• _Your goal_: Leave out the pictures, then return the records word for word.

==============================

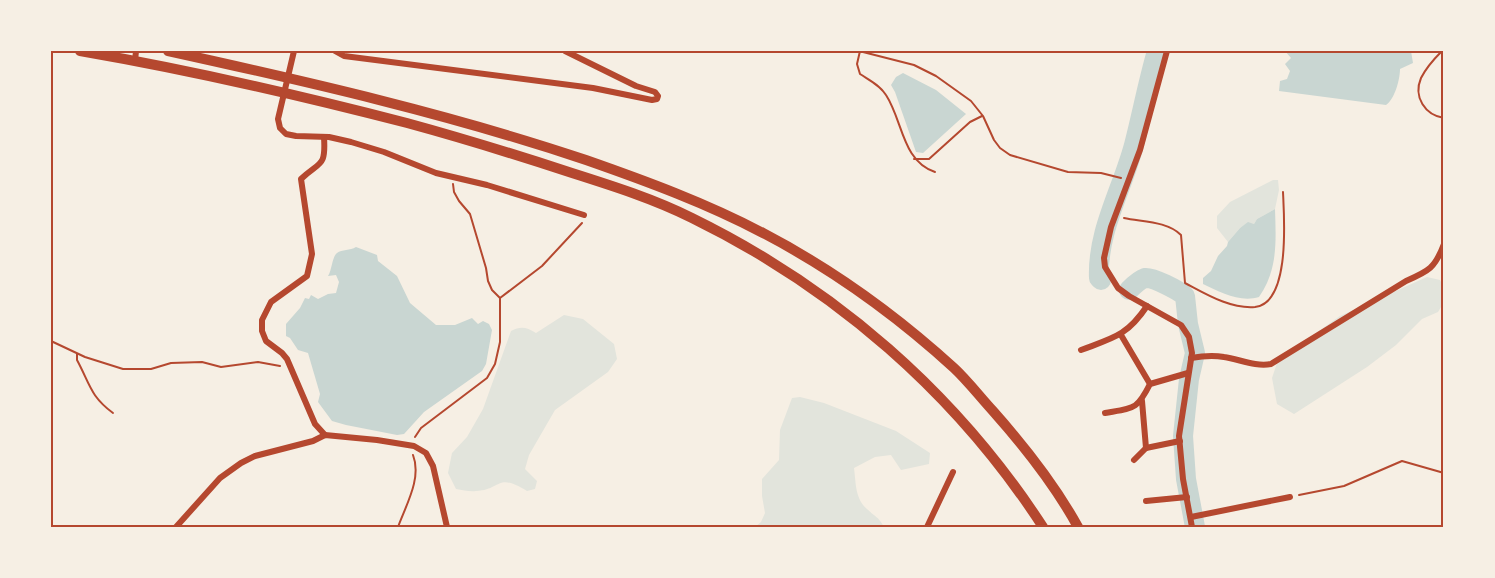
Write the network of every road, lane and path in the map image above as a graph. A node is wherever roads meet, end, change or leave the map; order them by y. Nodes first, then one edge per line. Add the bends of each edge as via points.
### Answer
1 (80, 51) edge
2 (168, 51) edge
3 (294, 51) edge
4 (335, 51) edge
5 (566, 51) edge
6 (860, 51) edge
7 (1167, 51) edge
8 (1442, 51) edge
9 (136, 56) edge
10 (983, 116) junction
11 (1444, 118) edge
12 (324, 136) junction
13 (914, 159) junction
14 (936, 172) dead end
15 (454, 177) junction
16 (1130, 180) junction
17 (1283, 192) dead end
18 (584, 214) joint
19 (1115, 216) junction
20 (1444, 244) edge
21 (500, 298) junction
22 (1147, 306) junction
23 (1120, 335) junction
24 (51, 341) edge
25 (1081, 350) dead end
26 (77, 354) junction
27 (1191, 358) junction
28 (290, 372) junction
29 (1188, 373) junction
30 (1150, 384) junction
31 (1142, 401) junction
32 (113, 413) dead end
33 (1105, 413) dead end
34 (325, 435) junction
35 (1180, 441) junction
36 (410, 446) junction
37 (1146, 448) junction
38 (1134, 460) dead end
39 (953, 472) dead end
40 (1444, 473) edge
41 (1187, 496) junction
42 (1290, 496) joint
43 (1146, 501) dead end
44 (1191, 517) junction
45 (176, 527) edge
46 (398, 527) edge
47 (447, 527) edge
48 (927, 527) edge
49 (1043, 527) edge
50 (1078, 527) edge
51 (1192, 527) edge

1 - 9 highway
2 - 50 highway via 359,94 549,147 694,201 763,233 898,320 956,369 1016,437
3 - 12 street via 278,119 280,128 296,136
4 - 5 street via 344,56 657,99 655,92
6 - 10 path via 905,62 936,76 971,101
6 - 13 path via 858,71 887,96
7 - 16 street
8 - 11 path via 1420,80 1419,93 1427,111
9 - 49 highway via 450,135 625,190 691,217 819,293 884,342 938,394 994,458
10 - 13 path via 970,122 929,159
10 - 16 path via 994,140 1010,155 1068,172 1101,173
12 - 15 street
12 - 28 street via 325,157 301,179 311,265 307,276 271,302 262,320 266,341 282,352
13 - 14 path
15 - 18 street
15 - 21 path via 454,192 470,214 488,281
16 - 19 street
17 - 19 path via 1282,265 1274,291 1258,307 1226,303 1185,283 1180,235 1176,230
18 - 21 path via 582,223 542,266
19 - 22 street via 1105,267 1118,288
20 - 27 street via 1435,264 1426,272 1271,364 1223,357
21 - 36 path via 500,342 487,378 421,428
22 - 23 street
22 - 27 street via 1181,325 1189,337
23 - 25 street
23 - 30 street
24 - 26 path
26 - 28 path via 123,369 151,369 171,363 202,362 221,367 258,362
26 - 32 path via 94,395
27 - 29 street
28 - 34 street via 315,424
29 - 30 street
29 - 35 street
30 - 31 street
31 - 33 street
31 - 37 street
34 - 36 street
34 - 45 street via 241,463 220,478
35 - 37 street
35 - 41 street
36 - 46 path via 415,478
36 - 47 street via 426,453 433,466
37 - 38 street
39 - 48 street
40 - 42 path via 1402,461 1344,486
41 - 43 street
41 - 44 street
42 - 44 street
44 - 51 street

==============================

• _Your response_:
Write the network of every road, lane and path in the map image above as a graph. A node is wherever roads meet, end, change or leave the map; order them by y. Nodes first, then one edge per line. Add the bends of each edge as via points.
### Answer
1 (80, 51) edge
2 (168, 51) edge
3 (294, 51) edge
4 (335, 51) edge
5 (566, 51) edge
6 (860, 51) edge
7 (1167, 51) edge
8 (1442, 51) edge
9 (136, 56) edge
10 (983, 116) junction
11 (1444, 118) edge
12 (324, 136) junction
13 (914, 159) junction
14 (936, 172) dead end
15 (454, 177) junction
16 (1130, 180) junction
17 (1283, 192) dead end
18 (584, 214) joint
19 (1115, 216) junction
20 (1444, 244) edge
21 (500, 298) junction
22 (1147, 306) junction
23 (1120, 335) junction
24 (51, 341) edge
25 (1081, 350) dead end
26 (77, 354) junction
27 (1191, 358) junction
28 (290, 372) junction
29 (1188, 373) junction
30 (1150, 384) junction
31 (1142, 401) junction
32 (113, 413) dead end
33 (1105, 413) dead end
34 (325, 435) junction
35 (1180, 441) junction
36 (410, 446) junction
37 (1146, 448) junction
38 (1134, 460) dead end
39 (953, 472) dead end
40 (1444, 473) edge
41 (1187, 496) junction
42 (1290, 496) joint
43 (1146, 501) dead end
44 (1191, 517) junction
45 (176, 527) edge
46 (398, 527) edge
47 (447, 527) edge
48 (927, 527) edge
49 (1043, 527) edge
50 (1078, 527) edge
51 (1192, 527) edge

1 - 9 highway
2 - 50 highway via 359,94 549,147 694,201 763,233 898,320 956,369 1016,437
3 - 12 street via 278,119 280,128 296,136
4 - 5 street via 344,56 657,99 655,92
6 - 10 path via 905,62 936,76 971,101
6 - 13 path via 858,71 887,96
7 - 16 street
8 - 11 path via 1420,80 1419,93 1427,111
9 - 49 highway via 450,135 625,190 691,217 819,293 884,342 938,394 994,458
10 - 13 path via 970,122 929,159
10 - 16 path via 994,140 1010,155 1068,172 1101,173
12 - 15 street
12 - 28 street via 325,157 301,179 311,265 307,276 271,302 262,320 266,341 282,352
13 - 14 path
15 - 18 street
15 - 21 path via 454,192 470,214 488,281
16 - 19 street
17 - 19 path via 1282,265 1274,291 1258,307 1226,303 1185,283 1180,235 1176,230
18 - 21 path via 582,223 542,266
19 - 22 street via 1105,267 1118,288
20 - 27 street via 1435,264 1426,272 1271,364 1223,357
21 - 36 path via 500,342 487,378 421,428
22 - 23 street
22 - 27 street via 1181,325 1189,337
23 - 25 street
23 - 30 street
24 - 26 path
26 - 28 path via 123,369 151,369 171,363 202,362 221,367 258,362
26 - 32 path via 94,395
27 - 29 street
28 - 34 street via 315,424
29 - 30 street
29 - 35 street
30 - 31 street
31 - 33 street
31 - 37 street
34 - 36 street
34 - 45 street via 241,463 220,478
35 - 37 street
35 - 41 street
36 - 46 path via 415,478
36 - 47 street via 426,453 433,466
37 - 38 street
39 - 48 street
40 - 42 path via 1402,461 1344,486
41 - 43 street
41 - 44 street
42 - 44 street
44 - 51 street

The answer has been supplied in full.